もしかすると緊張で冷や汗が垂れるかもしれません。
あるいは、重い気持ちでベッドから起き上がることが難しくなる人もいるでしょう。

これらは、本来であればその場から逃げ出したいあなたを、
逃げろと助長している反応です。

そういった体の反応の一貫として、再び吃音はやってきます。

言葉が口から上手く出てこない。
その瞬間、おそらく吃音と長く付き合っているならばその状態を回避しようと試みるでしょう。

例えば、詰まる言葉とは違う言葉に言い換える、
あるいは詰まりを隠すために冒頭の音を伸ばすなどの努力です。

これが所謂回避と呼ばれる吃音症状のひとつで、慣れるとその場を凌ぐことはできます。

しかし、この「回避」にすがっている状態のあなたは、流暢に話せていないと感じるでしょう。
結局あなたは再び吃音を引き起こしているのです。

こうして吃音の悪循環はぐるぐると回転

吃音を正しく解消するには、循環そのものを一気に消し去ろうとすることは最善策ではありません。
この悪循環のどこかに対して適切な終止符を打つことで、
他のステップが一つずつ消えていき、最終的に吃音が消えるというイメージを持ちましょう。

従来の訓練法である構音訓練法は、
「吃音が起こる」というステップに対して終止符を打とうというものです。

しかし、今回ご紹介したメカニズムにもある通り、
「吃音の監視」が生じると次の「自己否定」を引き起こします。

つまり、「吃音が起こる」ことに対して対策を打とうとすること自体が間違っているのです。

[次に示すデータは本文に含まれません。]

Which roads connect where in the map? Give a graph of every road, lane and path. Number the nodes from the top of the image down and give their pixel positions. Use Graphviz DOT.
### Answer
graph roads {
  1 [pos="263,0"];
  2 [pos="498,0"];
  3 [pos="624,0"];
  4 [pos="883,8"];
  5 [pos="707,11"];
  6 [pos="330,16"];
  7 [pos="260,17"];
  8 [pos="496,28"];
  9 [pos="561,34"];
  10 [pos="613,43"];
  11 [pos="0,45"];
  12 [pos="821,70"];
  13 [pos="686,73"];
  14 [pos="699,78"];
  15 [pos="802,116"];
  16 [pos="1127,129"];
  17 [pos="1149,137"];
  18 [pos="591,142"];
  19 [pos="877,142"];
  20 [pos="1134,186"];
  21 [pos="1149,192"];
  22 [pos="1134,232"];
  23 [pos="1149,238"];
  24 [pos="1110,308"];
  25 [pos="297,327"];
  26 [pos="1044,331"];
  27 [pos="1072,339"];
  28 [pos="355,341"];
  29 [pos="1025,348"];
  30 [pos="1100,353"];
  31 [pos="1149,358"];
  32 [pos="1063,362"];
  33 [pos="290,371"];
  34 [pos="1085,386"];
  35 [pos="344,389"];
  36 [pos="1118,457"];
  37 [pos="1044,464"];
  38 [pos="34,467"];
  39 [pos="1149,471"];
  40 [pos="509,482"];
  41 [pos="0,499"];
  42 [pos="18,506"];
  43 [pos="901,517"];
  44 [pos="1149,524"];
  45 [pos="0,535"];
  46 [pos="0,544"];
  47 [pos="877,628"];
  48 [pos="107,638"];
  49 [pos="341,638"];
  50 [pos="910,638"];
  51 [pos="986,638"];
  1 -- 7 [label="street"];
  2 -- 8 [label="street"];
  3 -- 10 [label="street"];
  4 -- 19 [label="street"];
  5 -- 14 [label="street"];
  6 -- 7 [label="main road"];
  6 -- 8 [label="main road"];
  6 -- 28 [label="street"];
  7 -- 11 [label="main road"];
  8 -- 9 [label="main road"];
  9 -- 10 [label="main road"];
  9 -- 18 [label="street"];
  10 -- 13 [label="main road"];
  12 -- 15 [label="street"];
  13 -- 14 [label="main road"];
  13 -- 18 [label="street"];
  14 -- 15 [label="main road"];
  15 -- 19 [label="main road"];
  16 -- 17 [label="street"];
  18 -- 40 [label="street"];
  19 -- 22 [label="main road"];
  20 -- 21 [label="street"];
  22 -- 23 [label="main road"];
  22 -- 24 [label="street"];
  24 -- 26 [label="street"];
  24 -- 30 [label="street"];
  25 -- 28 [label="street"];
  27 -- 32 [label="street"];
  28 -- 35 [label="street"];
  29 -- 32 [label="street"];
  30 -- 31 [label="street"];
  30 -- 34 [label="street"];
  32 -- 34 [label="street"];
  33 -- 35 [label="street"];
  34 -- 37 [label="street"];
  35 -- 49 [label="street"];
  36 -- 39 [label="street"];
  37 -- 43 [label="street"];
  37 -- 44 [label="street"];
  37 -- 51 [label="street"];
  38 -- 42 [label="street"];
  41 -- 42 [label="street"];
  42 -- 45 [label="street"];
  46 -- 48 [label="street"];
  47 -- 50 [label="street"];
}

では、どのステップに終止符を打てばよいのでしょうか。

それは、「吃音が起こる」次に現れる「吃音の監視」と「自己否定」です。

「吃音を監視」することなく受け入れ、「自己肯定」できるようになれば、
次々と悪循環に組み込まれたステップは解消されます。

もちろん、吃音に悩む方にとってはそんなこと無理だと感じる内容だと思います。

しかし、悪循環を徹底分析した上でご理解いただきたいのが、
その点に対する対策しか真の克服は導けないということなのです。

本当に吃音を克服したいと願うのであれば、不可能と思える改善策に挑戦してください。

もちろん、あなた一人で戦う必要はありません。

今まで様々なトレーニングに挑戦してきたあなたも、
言語聴覚士の方や専門医などと相談を交わしてきたことと思います。

誰でも良いのですが、「吃音」そのものではなく
「吃音の監視」や「自己否定」を改善することに理解のあるアドバイザーをそばに置いておくと良いでしょう。

MRMプログラムもこうした精神面へのアプローチを前提としているので、
手軽かつ確実にあなたの良き支援者になることができるのではと思っています。

なぜなら私がそうでしたから。

医学的な解明はまだ発展途上の吃音ですが、今わかりうる知識からできる改善策を、
理解した上で実行していく勇気を持って欲しいと願っています。